**WORK ORDER**
From the entries below, retype only the lines from the one with "ring mcp: (285, 165)" through the one with "ring mcp: (719, 896)", exactly as written.

**THE INPUT**
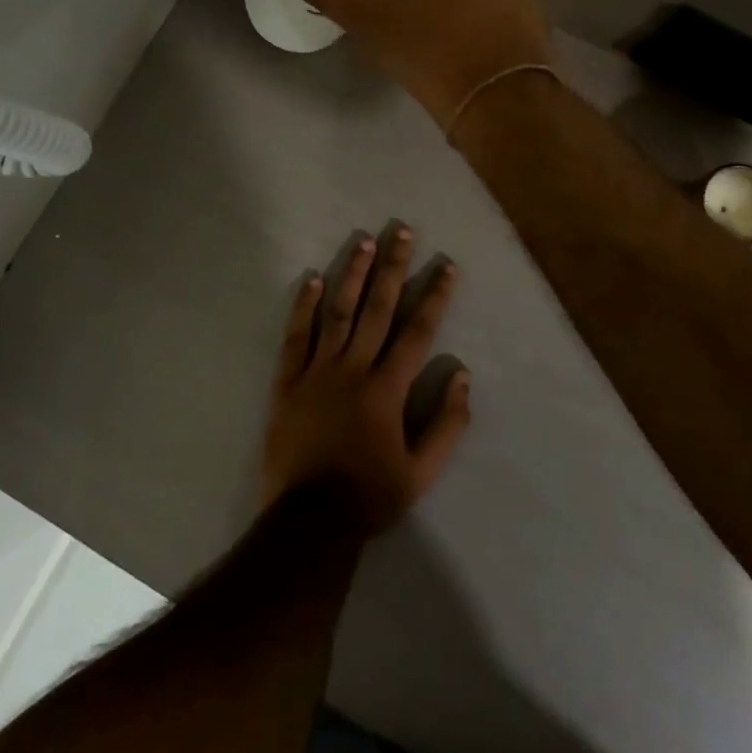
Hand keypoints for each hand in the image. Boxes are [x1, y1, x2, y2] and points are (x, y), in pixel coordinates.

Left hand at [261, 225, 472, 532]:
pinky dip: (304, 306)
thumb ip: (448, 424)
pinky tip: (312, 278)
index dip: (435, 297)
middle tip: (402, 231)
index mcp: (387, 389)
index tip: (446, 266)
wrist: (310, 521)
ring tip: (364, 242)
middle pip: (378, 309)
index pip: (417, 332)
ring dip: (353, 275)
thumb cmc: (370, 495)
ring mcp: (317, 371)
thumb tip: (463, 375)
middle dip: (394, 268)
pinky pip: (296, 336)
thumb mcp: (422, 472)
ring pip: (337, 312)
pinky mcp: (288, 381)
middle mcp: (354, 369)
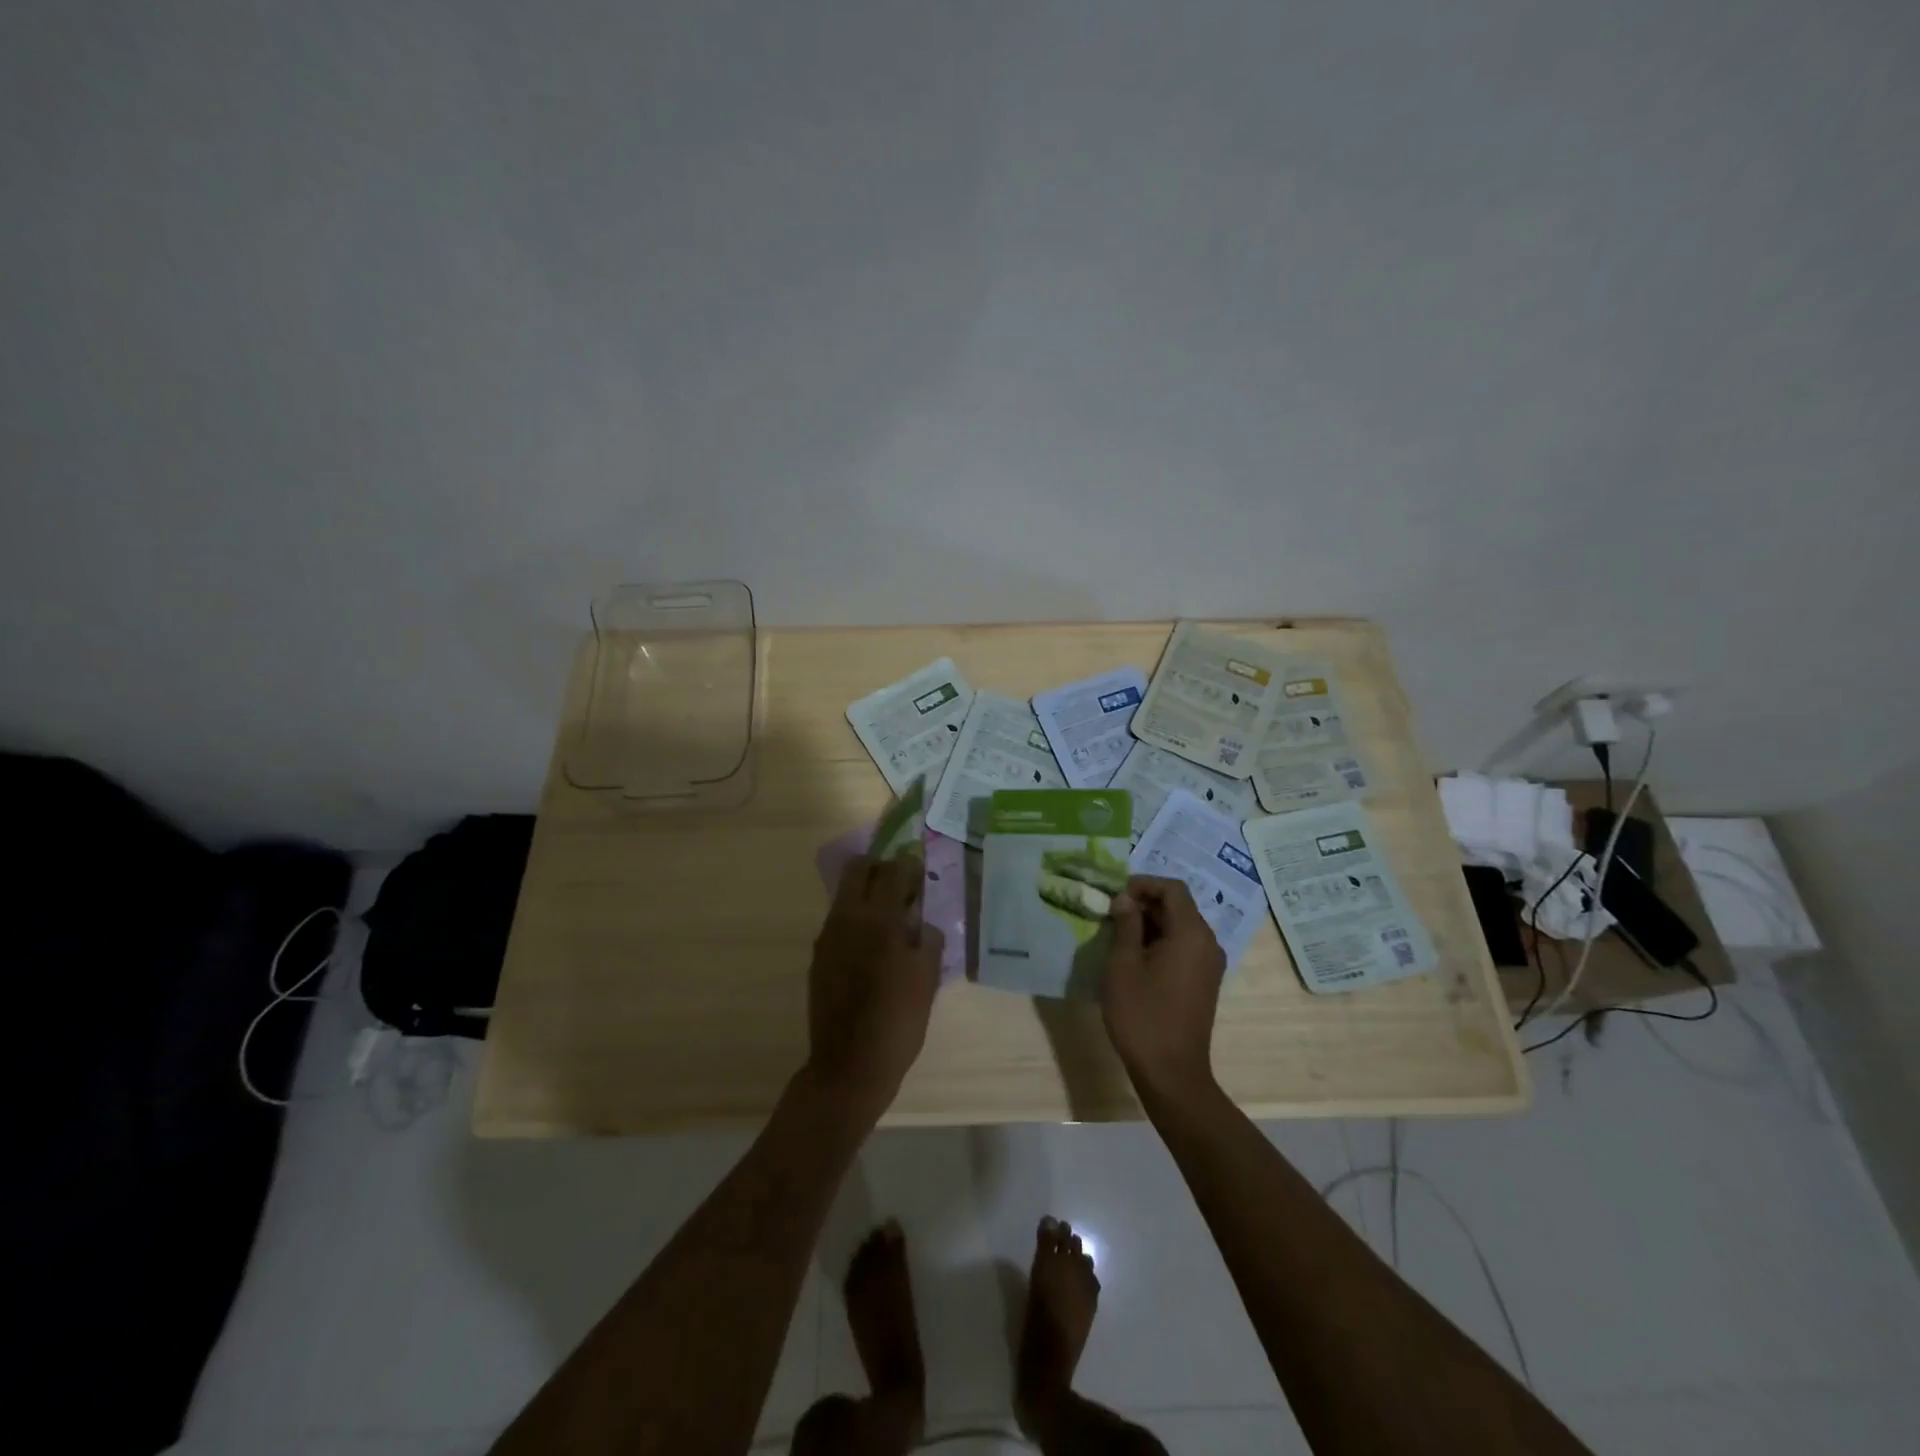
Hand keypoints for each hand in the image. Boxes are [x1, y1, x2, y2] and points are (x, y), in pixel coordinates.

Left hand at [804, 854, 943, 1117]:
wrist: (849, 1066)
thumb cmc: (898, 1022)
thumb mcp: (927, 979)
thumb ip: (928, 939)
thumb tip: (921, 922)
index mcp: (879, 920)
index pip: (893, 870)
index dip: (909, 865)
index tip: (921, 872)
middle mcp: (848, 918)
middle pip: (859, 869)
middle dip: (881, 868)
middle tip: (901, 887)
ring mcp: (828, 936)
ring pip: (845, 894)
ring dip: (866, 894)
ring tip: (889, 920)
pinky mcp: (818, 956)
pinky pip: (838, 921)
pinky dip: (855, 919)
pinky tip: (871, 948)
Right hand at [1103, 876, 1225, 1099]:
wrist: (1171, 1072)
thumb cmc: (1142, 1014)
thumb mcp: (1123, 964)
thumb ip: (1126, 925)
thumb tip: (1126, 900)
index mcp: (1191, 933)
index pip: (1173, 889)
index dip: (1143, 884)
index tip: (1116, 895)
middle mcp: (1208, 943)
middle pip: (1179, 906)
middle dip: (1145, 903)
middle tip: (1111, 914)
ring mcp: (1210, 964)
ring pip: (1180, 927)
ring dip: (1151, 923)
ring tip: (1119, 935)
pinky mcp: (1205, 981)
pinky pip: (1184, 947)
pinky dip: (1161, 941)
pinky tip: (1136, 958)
* * *
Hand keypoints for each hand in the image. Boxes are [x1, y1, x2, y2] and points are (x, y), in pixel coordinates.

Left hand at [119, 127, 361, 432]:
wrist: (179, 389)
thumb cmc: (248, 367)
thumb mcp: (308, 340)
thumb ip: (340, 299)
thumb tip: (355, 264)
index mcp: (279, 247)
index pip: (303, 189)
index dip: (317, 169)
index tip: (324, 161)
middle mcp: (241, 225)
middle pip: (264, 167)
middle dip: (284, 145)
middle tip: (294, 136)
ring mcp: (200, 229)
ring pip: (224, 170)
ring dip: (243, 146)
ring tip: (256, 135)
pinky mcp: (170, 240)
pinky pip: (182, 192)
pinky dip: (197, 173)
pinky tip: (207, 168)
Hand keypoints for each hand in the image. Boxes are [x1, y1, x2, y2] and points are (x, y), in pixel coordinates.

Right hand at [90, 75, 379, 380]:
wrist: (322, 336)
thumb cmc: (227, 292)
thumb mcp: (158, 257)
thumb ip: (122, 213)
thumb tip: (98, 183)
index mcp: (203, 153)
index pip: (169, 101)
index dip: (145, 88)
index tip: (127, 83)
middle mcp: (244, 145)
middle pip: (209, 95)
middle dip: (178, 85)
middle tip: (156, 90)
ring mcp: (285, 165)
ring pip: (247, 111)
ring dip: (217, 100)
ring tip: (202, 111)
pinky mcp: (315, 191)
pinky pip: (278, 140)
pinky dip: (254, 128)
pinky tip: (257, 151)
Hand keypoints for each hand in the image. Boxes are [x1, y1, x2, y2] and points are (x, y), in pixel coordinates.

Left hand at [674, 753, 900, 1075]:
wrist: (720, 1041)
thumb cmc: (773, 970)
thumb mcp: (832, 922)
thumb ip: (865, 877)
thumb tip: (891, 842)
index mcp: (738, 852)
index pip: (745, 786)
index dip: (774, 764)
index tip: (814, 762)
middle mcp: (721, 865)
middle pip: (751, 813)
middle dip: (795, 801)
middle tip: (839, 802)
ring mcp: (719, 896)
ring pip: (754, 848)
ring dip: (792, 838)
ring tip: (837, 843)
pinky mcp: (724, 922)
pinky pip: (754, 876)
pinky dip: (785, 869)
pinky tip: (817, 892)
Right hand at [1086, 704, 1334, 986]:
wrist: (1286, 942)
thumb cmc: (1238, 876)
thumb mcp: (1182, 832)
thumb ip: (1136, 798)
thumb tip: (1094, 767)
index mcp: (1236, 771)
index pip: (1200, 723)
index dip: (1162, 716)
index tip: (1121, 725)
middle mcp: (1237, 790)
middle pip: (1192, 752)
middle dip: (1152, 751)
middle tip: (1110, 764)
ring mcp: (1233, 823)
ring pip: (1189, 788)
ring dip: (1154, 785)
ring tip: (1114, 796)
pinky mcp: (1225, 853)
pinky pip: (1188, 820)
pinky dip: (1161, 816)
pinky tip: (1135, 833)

**RESPONSE TO THIS EXERCISE**
ring mcp: (285, 165)
ring pip: (247, 111)
ring dip: (217, 100)
ring tip: (202, 111)
pinky mcp: (315, 191)
pinky pip: (278, 140)
pinky dip: (254, 128)
pinky tip: (257, 151)
Hand keypoints for each hand in the image. Boxes are [x1, y1, x2, y2] and points are (x, y), in pixel coordinates.

Left hand at [674, 753, 900, 1075]:
wrist: (720, 1041)
thumb cmc: (773, 970)
thumb mcp: (832, 922)
thumb ip: (865, 877)
thumb tip: (891, 842)
index mcp: (738, 852)
index pip: (745, 786)
index dip: (774, 764)
index tip: (814, 762)
middle mcp: (721, 865)
middle pip: (751, 813)
middle dip: (795, 801)
middle tip: (839, 802)
ring mcp: (719, 896)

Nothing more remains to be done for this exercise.